To do: Starting at the line with "Which roads connect", retype each line exactly up to and including the final line of the records below.

Excerpted data:
# # # #

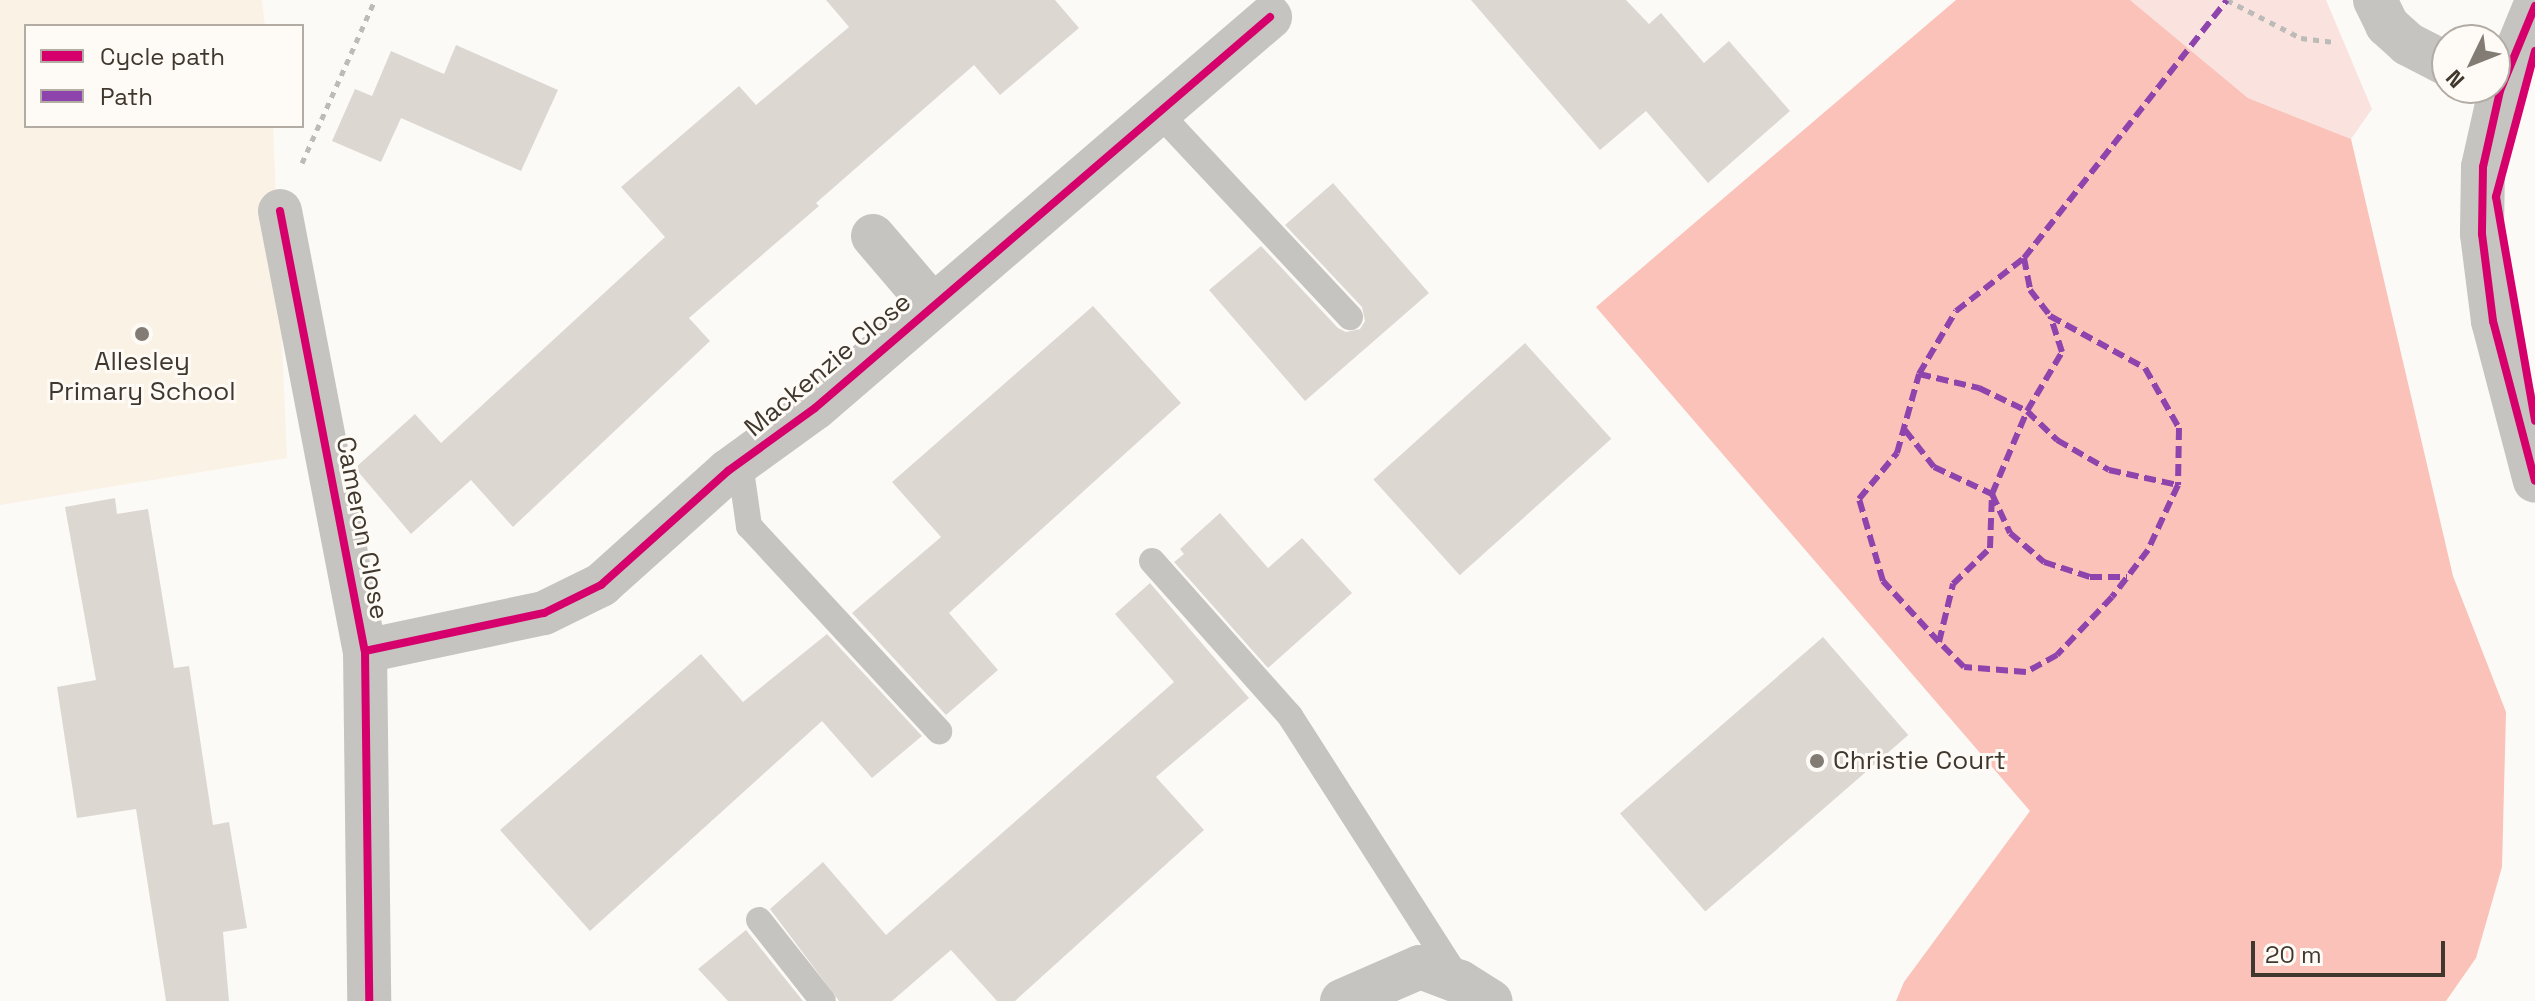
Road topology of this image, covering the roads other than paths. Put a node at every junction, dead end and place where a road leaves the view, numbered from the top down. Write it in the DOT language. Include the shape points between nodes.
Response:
graph roads {
  1 [pos="2535,6"];
  2 [pos="2381,13"];
  3 [pos="1270,17"];
  4 [pos="2431,56"];
  5 [pos="2511,58"];
  6 [pos="2494,104"];
  7 [pos="1158,112"];
  8 [pos="280,211"];
  9 [pos="873,236"];
  10 [pos="931,304"];
  11 [pos="1350,317"];
  12 [pos="740,463"];
  13 [pos="2535,481"];
  14 [pos="1152,561"];
  15 [pos="365,651"];
  16 [pos="939,731"];
  17 [pos="759,920"];
  18 [pos="1475,992"];
  19 [pos="369,1001"];
  20 [pos="823,1001"];
  21 [pos="1342,1001"];
  1 -- 5 [label="street"];
  2 -- 4 [label="street" via="2408,44"];
  3 -- 7 [label="street, Mackenzie Close"];
  6 -- 13 [label="street" via="2483,167 2482,234 2493,321"];
  7 -- 10 [label="street, Mackenzie Close"];
  7 -- 11 [label="lane"];
  8 -- 15 [label="street, Cameron Close"];
  9 -- 10 [label="street"];
  10 -- 12 [label="street, Mackenzie Close" via="815,408"];
  12 -- 15 [label="street, Mackenzie Close" via="601,585 573,602"];
  12 -- 16 [label="lane" via="749,526"];
  14 -- 18 [label="lane" via="1290,716"];
  15 -- 19 [label="street, Cameron Close"];
  17 -- 20 [label="lane"];
  18 -- 21 [label="street" via="1420,967"];
}
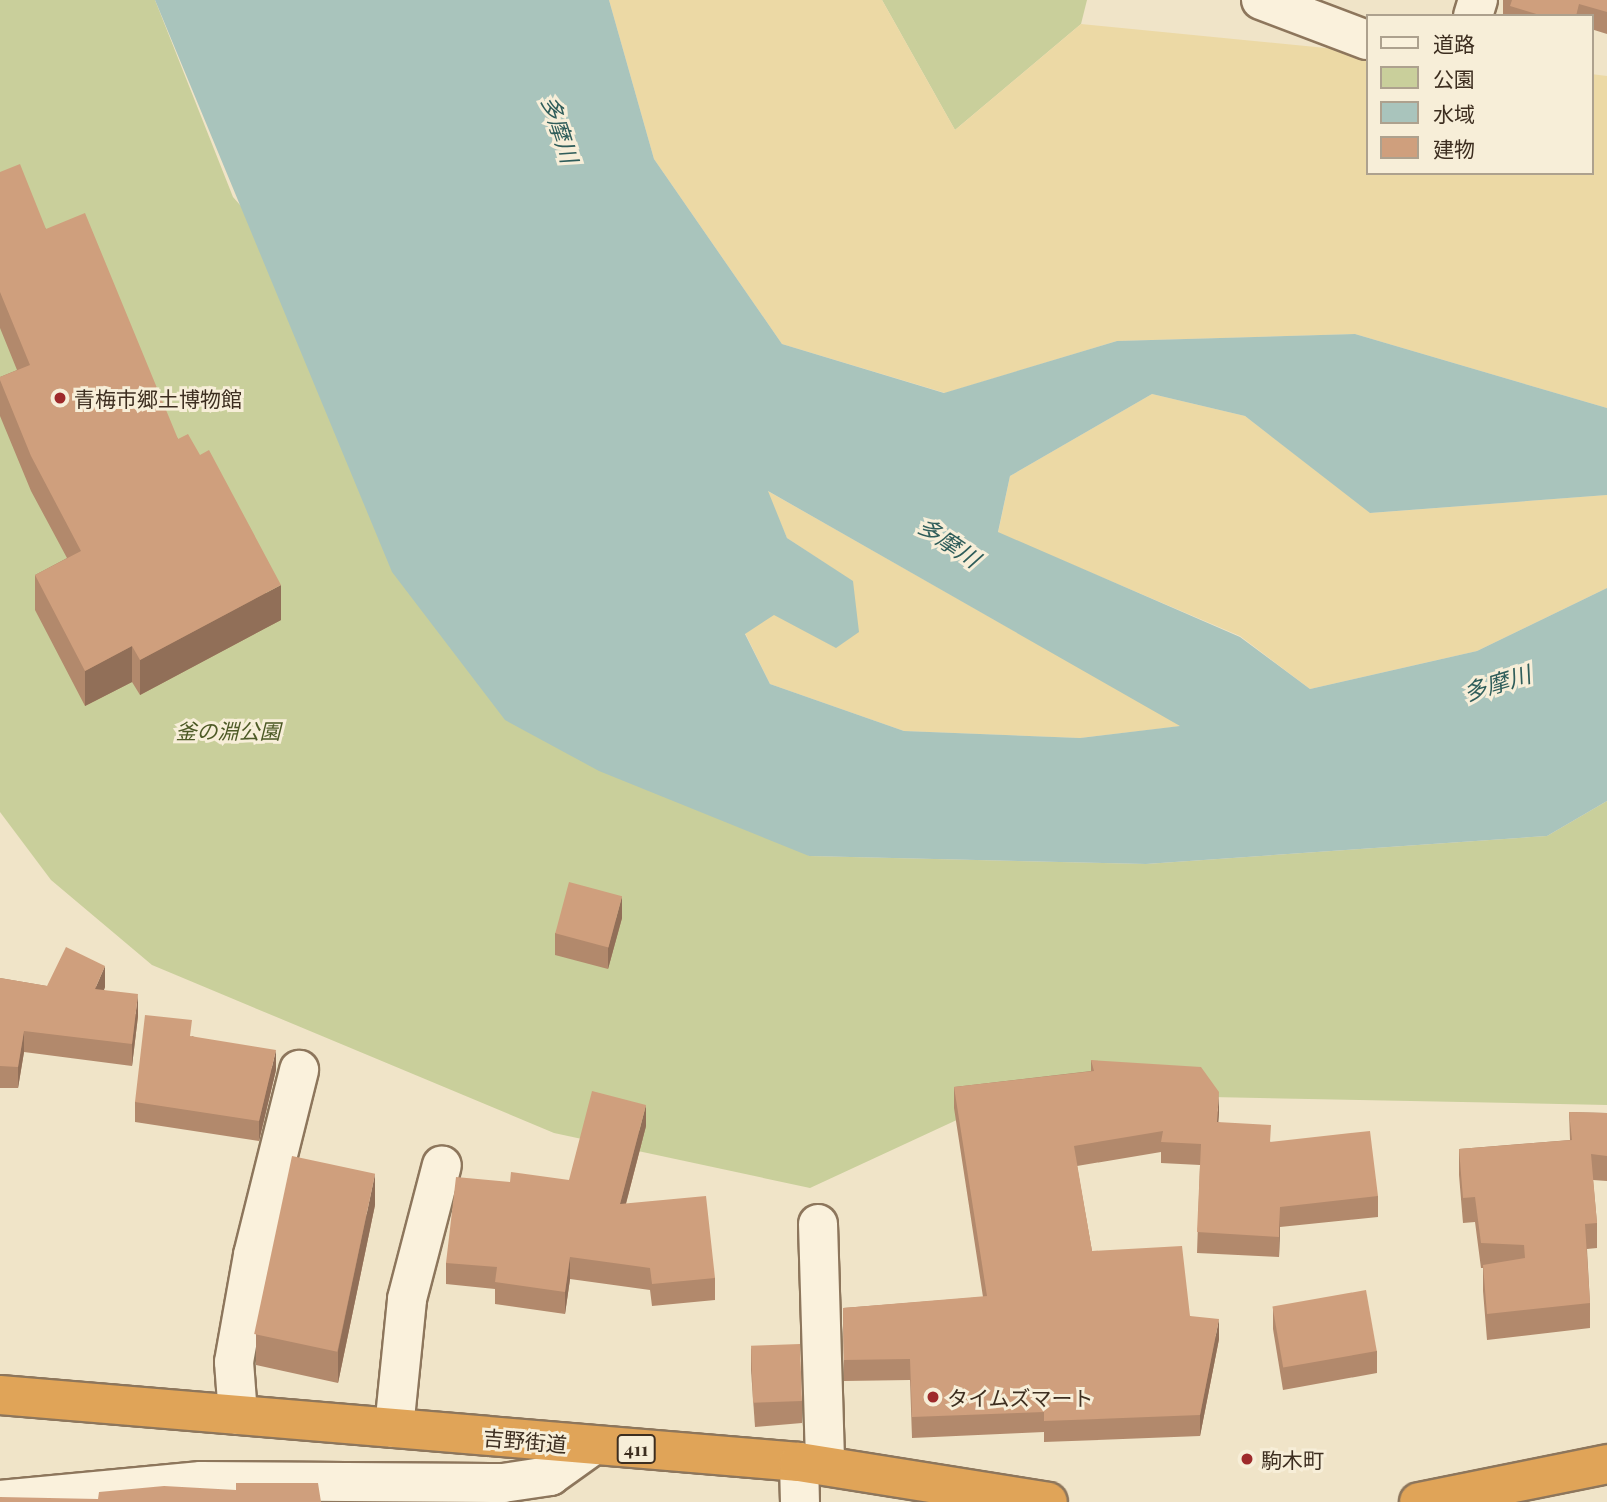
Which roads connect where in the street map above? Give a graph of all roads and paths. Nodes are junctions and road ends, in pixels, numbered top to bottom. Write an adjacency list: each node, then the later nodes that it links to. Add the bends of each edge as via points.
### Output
1 (1261, 0): 2 (lane)
2 (1366, 40)
3 (299, 1070): 7 (lane, via 253,1255 234,1362)
4 (442, 1165): 8 (lane, via 407,1299)
5 (818, 1224): 10 (lane)
6 (0, 1395): 7 (highway, 吉野街道 / 411)
7 (238, 1415): 8 (highway, 吉野街道 / 411)
8 (394, 1428): 9 (highway, 吉野街道 / 411)
9 (592, 1446): 10 (highway, 吉野街道 / 411); 12 (lane, via 550,1476 503,1483)
10 (812, 1463): 14 (lane); 15 (highway, 吉野街道 / 411)
11 (1607, 1464): 16 (highway)
12 (332, 1492): 13 (lane, via 201,1481)
13 (0, 1500)
14 (800, 1502)
15 (1048, 1502)
16 (1419, 1502)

# # # #

Result for this exercise:
Which roads connect where in the street map above? Give a graph of all roads and paths. Nodes are junctions and road ends, in pixels, numbered top to bottom. Write an adjacency list: each node, then the later nodes that it links to. Add the bends of each edge as via points.
### Output
1 (1261, 0): 2 (lane)
2 (1366, 40)
3 (299, 1070): 7 (lane, via 253,1255 234,1362)
4 (442, 1165): 8 (lane, via 407,1299)
5 (818, 1224): 10 (lane)
6 (0, 1395): 7 (highway, 吉野街道 / 411)
7 (238, 1415): 8 (highway, 吉野街道 / 411)
8 (394, 1428): 9 (highway, 吉野街道 / 411)
9 (592, 1446): 10 (highway, 吉野街道 / 411); 12 (lane, via 550,1476 503,1483)
10 (812, 1463): 14 (lane); 15 (highway, 吉野街道 / 411)
11 (1607, 1464): 16 (highway)
12 (332, 1492): 13 (lane, via 201,1481)
13 (0, 1500)
14 (800, 1502)
15 (1048, 1502)
16 (1419, 1502)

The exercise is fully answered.